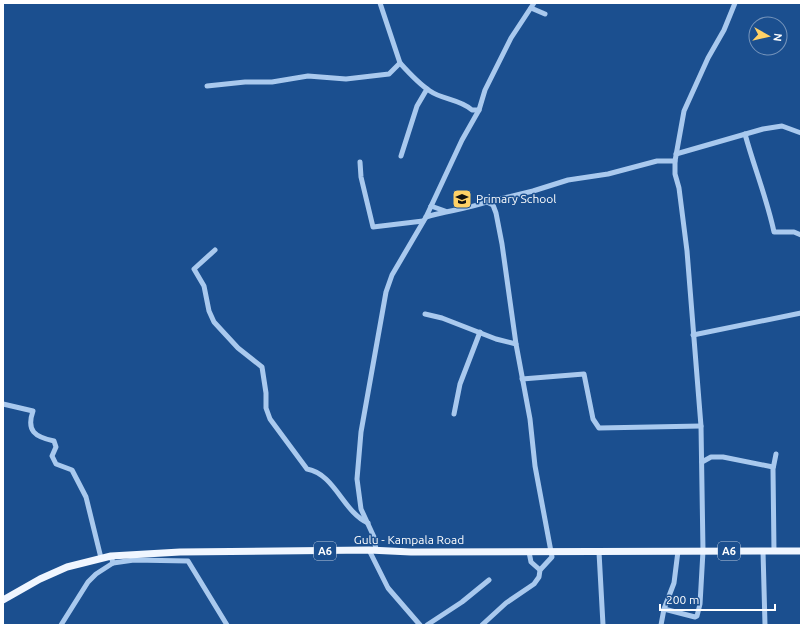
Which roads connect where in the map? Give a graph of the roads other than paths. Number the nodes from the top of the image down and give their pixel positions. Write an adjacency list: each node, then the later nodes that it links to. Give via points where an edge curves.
1 (380, 3): 5 (street)
2 (735, 3): 13 (street, via 684,111)
3 (533, 6): 4 (street); 9 (street, via 510,38 485,90)
4 (545, 14)
5 (400, 63): 6 (street, via 389,74 375,76 346,79 308,76 272,82); 7 (street)
6 (207, 86)
7 (427, 89): 8 (street, via 466,104); 14 (street, via 417,106)
8 (472, 110): 9 (street); 10 (street)
9 (479, 110): 10 (street)
10 (472, 119): 18 (street)
11 (745, 134): 12 (street, via 782,126); 13 (street); 21 (street, via 756,175 768,204 774,232 794,232)
12 (801, 134)
13 (676, 154): 15 (street)
14 (401, 156)
15 (675, 161): 17 (street, via 657,161 608,174 568,180); 26 (street)
16 (360, 162): 20 (street, via 373,227)
17 (487, 202): 19 (street); 27 (street, via 493,205 496,212)
18 (431, 206): 19 (street); 20 (street)
19 (445, 212): 20 (street)
20 (425, 219): 35 (street, via 392,275 381,316 361,432 357,479 361,509)
21 (801, 235)
22 (215, 250): 35 (street, via 194,269 204,286 214,322 238,348 262,367 266,386 266,408 279,433 307,469 318,471 359,519)
23 (801, 313): 26 (street)
24 (424, 314): 25 (street)
25 (480, 332): 27 (street); 30 (street, via 460,384)
26 (693, 335): 31 (street)
27 (516, 344): 28 (street)
28 (522, 379): 31 (street, via 584,374 593,419 599,428); 41 (street)
29 (3, 404): 46 (street, via 33,411 29,421 33,433 54,441 56,447 52,456 56,464 72,470 86,497)
30 (454, 414)
31 (701, 426): 33 (street)
32 (776, 454): 34 (street)
33 (702, 462): 34 (street, via 711,457 723,457); 38 (street)
34 (774, 467): 44 (street)
35 (368, 523): 36 (street)
36 (372, 550): 40 (main road, Gulu - Kampala Road / A6); 45 (main road, Gulu - Kampala Road / A6, via 180,552); 54 (street, via 388,588)
37 (678, 551): 38 (main road, Gulu - Kampala Road / A6); 42 (main road, Gulu - Kampala Road / A6); 51 (street, via 674,583)
38 (703, 551): 43 (main road, Gulu - Kampala Road / A6); 51 (street, via 697,616)
39 (801, 551): 44 (main road, Gulu - Kampala Road / A6)
40 (528, 552): 41 (main road, Gulu - Kampala Road / A6); 48 (street, via 531,562)
41 (551, 552): 42 (main road, Gulu - Kampala Road / A6); 48 (street, via 552,557)
42 (599, 552): 57 (street)
43 (763, 552): 44 (main road, Gulu - Kampala Road / A6); 59 (street)
44 (774, 552)
45 (111, 556): 46 (main road, Gulu - Kampala Road / A6); 47 (street)
46 (101, 558): 50 (main road, Gulu - Kampala Road / A6, via 81,562 40,579)
47 (113, 563): 52 (street, via 88,582); 53 (street, via 148,560 188,561)
48 (540, 570): 56 (street, via 534,584 506,603)
49 (489, 580): 55 (street)
50 (3, 600)
51 (664, 609): 58 (street)
52 (61, 625)
53 (227, 625)
54 (420, 625)
55 (427, 625)
56 (482, 625)
57 (603, 625)
58 (661, 625)
59 (765, 625)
- - - -
What the exercise asks:
Return only the number of lines in the entries that contain the string "Gulu".

Reply:
9